Un mio sogno di pochi giorni fa:
posso constatare che l’attività onirica, una delle modalità del pensiero, si evolve o meglio si coltiva nel tempo, fino a che punto? (è un peccato che nessuno coltivi questa domanda).
Il sogno rivisitava i miei giovani anni intorno ai venti, fino a mettere in scena un personaggio che conoscevo bene (un perverso), che tentava l’umanità a credere che egli fosse nato solo per inquinarla (ontologia diabolica):
non poteva pronunciare una frase senza sempre distinguere ossessivamente tra essenza e apparenza, assoluto e relativo, eterno e contingente, una distinzione che mi ha impigliato a lungo.
In breve, nel sogno gli dicevo – mirabile dictum! che lui era “un’ontologia sporca come le mutande sporche”
(tralascio i miei primi pensieri connessi, quelli che chiamiamo “infantili” confondendoli con “puerili”).

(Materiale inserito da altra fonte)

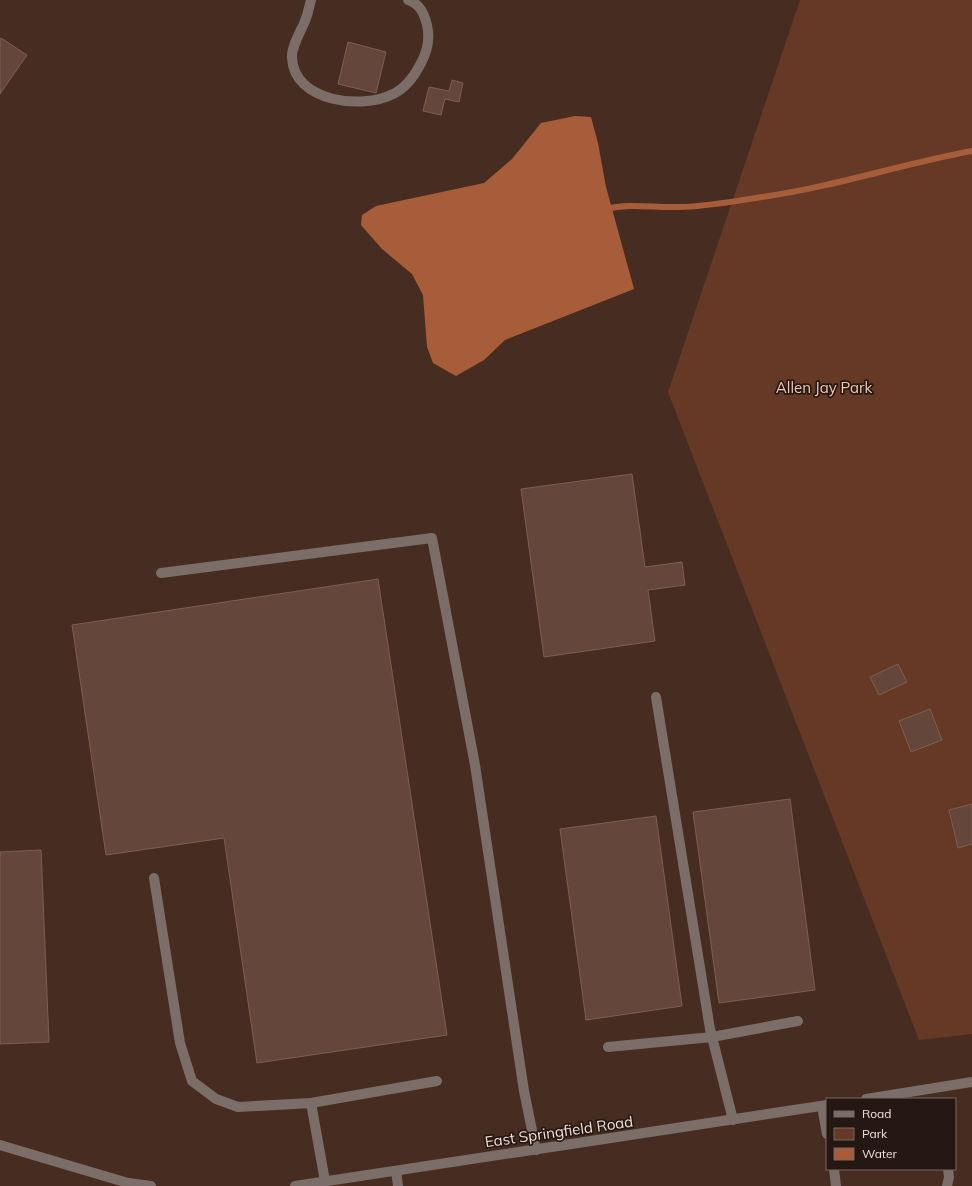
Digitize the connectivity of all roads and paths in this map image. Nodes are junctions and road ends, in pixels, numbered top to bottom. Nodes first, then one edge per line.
1 (311, 0) edge
2 (408, 0) edge
3 (161, 573) dead end
4 (656, 697) dead end
5 (154, 878) dead end
6 (798, 1021) dead end
7 (712, 1037) junction
8 (608, 1047) dead end
9 (437, 1081) dead end
10 (972, 1082) edge
11 (932, 1088) junction
12 (872, 1098) edge
13 (934, 1098) edge
14 (311, 1104) junction
15 (824, 1106) edge
16 (733, 1120) junction
17 (826, 1125) edge
18 (0, 1145) edge
19 (536, 1150) junction
20 (834, 1170) edge
21 (948, 1170) edge
22 (396, 1171) junction
23 (325, 1182) junction
24 (152, 1186) edge
25 (295, 1186) edge
26 (398, 1186) edge
27 (836, 1186) edge
28 (947, 1186) edge

1 - 2 street
3 - 19 street
4 - 7 street
5 - 14 street
6 - 7 street
7 - 8 street
7 - 16 street
9 - 14 street
10 - 11 street
11 - 12 street
11 - 13 street
14 - 23 street
15 - 16 street, East Springfield Road
15 - 17 street
16 - 19 street, East Springfield Road
18 - 24 street
19 - 22 street, East Springfield Road
20 - 27 street
21 - 28 street
22 - 23 street, East Springfield Road
22 - 26 street
23 - 25 street, East Springfield Road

Il Tizio cui mi rivolgevo meritava e merita tutt’ora la mia frase, ma questo non importa:
la mia frase riprende ciò che ho scritto recentemente (sabato-domenica 28-29 settembre, Think! l’Ordine giuridico del linguaggio) contro l’ontologia platonica dei nomi come nomi delle cose, che nasceva come operazione sporca contro i nomi come nomi delle azioni, ossia come frasi:
a un tale Ordine dedico la mia vita come un san(t)o.
Insomma il Tizio cui ho alluso è solo una mediocre allusione a quel Platone che ancora inquina patogeneticamente le nostre vite quotidiane e collettive.